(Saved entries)
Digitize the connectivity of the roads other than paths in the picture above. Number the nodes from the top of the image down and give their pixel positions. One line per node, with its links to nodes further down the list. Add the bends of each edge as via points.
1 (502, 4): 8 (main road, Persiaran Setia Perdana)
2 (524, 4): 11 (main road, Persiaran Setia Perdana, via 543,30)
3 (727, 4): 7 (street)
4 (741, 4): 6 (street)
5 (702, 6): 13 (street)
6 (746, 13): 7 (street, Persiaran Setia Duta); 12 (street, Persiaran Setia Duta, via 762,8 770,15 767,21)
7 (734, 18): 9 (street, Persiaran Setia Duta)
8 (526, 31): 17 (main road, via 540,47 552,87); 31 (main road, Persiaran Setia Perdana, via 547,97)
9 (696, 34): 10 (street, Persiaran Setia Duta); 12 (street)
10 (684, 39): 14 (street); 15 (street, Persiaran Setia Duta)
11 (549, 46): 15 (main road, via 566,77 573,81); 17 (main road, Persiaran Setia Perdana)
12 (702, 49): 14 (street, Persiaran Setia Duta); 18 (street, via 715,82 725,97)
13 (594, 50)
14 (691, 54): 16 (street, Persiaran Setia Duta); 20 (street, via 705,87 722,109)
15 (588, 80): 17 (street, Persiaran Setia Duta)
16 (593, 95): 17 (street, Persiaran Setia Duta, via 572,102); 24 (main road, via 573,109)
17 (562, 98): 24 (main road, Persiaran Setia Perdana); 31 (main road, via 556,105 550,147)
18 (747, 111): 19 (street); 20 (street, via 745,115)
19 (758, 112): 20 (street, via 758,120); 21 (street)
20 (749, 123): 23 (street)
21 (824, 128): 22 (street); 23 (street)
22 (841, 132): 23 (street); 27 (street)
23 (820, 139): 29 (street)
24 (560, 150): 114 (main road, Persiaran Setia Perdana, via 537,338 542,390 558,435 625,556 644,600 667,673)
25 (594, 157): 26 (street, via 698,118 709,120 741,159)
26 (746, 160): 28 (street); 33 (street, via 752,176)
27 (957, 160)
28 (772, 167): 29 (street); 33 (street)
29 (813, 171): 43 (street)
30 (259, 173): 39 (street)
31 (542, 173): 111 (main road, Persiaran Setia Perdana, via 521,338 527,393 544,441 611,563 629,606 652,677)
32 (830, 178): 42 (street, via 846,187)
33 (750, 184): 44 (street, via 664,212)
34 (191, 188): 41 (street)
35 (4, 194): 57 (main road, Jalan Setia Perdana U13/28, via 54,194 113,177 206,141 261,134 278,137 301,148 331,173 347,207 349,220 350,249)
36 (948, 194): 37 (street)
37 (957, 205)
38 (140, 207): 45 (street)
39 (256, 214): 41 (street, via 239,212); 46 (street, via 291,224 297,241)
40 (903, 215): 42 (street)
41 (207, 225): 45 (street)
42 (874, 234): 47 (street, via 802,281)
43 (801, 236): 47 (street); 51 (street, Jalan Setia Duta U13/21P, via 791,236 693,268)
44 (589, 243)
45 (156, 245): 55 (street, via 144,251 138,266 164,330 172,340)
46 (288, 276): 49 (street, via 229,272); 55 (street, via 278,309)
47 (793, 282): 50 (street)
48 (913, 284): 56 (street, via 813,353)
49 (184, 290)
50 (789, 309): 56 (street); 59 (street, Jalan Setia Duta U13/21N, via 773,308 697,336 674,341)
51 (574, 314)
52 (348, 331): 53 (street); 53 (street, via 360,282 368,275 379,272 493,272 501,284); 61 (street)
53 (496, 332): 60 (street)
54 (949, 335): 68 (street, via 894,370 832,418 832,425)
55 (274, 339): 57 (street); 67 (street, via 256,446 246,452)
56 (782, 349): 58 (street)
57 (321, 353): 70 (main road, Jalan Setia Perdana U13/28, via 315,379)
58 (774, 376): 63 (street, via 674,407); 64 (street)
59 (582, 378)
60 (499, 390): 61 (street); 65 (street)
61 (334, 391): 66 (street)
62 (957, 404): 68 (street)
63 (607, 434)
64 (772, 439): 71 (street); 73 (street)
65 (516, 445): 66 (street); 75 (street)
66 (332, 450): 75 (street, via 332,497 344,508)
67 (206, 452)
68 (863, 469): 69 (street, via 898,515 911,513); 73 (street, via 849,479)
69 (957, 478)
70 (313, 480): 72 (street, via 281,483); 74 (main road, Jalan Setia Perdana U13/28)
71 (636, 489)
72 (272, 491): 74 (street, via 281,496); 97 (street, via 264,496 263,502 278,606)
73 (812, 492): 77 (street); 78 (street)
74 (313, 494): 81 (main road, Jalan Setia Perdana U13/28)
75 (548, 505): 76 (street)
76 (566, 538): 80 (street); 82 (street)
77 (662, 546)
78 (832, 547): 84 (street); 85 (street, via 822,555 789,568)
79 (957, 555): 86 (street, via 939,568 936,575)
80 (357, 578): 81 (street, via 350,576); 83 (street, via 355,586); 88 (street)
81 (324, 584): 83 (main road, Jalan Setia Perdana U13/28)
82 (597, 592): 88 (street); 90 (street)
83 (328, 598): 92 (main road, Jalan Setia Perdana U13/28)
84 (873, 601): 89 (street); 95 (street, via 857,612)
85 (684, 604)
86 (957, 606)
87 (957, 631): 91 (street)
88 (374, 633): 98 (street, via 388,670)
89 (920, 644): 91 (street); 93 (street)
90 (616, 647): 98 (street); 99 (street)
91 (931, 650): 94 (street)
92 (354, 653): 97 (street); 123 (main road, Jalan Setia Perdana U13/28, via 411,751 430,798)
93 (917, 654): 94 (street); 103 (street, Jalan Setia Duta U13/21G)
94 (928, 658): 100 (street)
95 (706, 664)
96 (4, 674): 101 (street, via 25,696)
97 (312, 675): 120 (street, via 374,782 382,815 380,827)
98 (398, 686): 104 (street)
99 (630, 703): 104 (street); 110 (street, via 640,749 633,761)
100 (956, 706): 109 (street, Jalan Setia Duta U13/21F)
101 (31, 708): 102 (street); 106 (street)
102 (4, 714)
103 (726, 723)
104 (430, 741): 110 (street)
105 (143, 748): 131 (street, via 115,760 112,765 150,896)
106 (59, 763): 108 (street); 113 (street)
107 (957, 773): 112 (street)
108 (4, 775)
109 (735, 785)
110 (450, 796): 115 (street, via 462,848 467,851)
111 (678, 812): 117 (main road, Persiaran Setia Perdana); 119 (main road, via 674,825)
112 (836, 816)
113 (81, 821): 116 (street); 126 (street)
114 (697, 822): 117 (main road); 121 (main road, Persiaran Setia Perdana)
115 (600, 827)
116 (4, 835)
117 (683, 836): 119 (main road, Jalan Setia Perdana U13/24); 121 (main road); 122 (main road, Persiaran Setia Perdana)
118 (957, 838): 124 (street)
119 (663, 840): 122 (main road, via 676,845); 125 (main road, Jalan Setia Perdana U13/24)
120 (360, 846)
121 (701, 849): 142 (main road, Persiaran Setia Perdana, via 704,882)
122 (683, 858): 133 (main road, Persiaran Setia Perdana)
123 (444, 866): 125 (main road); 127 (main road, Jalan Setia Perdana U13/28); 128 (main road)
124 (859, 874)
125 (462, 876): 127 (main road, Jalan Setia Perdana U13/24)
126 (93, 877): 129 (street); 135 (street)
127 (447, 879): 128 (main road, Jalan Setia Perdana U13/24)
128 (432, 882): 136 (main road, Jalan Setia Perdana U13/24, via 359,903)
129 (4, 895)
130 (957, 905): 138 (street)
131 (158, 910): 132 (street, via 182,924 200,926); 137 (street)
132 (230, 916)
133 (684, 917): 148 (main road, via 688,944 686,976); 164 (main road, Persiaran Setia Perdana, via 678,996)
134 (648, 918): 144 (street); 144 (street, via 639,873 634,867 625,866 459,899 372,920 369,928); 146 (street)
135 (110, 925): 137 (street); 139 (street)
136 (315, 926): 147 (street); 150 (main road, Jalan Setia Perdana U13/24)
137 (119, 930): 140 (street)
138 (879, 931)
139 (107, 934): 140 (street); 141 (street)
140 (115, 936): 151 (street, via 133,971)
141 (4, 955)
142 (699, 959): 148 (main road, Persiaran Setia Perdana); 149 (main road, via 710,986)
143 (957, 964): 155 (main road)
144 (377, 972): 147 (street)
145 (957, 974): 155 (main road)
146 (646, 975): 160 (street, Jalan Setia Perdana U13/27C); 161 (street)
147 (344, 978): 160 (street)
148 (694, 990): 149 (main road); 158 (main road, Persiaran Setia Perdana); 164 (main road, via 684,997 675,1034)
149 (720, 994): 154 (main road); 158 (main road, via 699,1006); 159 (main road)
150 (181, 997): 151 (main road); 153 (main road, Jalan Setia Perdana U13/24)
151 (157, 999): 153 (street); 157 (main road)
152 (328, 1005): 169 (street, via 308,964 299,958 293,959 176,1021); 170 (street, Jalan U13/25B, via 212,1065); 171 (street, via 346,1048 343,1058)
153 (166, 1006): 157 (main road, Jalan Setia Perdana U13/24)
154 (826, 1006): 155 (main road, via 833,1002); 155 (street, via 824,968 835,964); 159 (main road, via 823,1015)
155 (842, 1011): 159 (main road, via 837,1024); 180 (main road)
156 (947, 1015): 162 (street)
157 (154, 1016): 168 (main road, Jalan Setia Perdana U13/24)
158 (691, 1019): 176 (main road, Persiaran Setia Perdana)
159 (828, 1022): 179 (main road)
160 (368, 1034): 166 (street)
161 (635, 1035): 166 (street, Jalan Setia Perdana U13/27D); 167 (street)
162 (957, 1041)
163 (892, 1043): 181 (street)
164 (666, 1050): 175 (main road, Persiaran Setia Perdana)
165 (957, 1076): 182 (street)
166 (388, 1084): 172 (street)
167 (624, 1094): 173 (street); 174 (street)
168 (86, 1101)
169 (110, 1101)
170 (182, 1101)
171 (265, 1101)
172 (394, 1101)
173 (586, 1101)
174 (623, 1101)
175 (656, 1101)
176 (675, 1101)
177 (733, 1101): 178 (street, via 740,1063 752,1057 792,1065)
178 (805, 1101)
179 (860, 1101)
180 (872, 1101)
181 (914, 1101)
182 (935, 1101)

Requirement> In the entries above, find each line with the string "Duta" and copy it.

Written response>
6 (746, 13): 7 (street, Persiaran Setia Duta); 12 (street, Persiaran Setia Duta, via 762,8 770,15 767,21)
7 (734, 18): 9 (street, Persiaran Setia Duta)
9 (696, 34): 10 (street, Persiaran Setia Duta); 12 (street)
10 (684, 39): 14 (street); 15 (street, Persiaran Setia Duta)
12 (702, 49): 14 (street, Persiaran Setia Duta); 18 (street, via 715,82 725,97)
14 (691, 54): 16 (street, Persiaran Setia Duta); 20 (street, via 705,87 722,109)
15 (588, 80): 17 (street, Persiaran Setia Duta)
16 (593, 95): 17 (street, Persiaran Setia Duta, via 572,102); 24 (main road, via 573,109)
43 (801, 236): 47 (street); 51 (street, Jalan Setia Duta U13/21P, via 791,236 693,268)
50 (789, 309): 56 (street); 59 (street, Jalan Setia Duta U13/21N, via 773,308 697,336 674,341)
93 (917, 654): 94 (street); 103 (street, Jalan Setia Duta U13/21G)
100 (956, 706): 109 (street, Jalan Setia Duta U13/21F)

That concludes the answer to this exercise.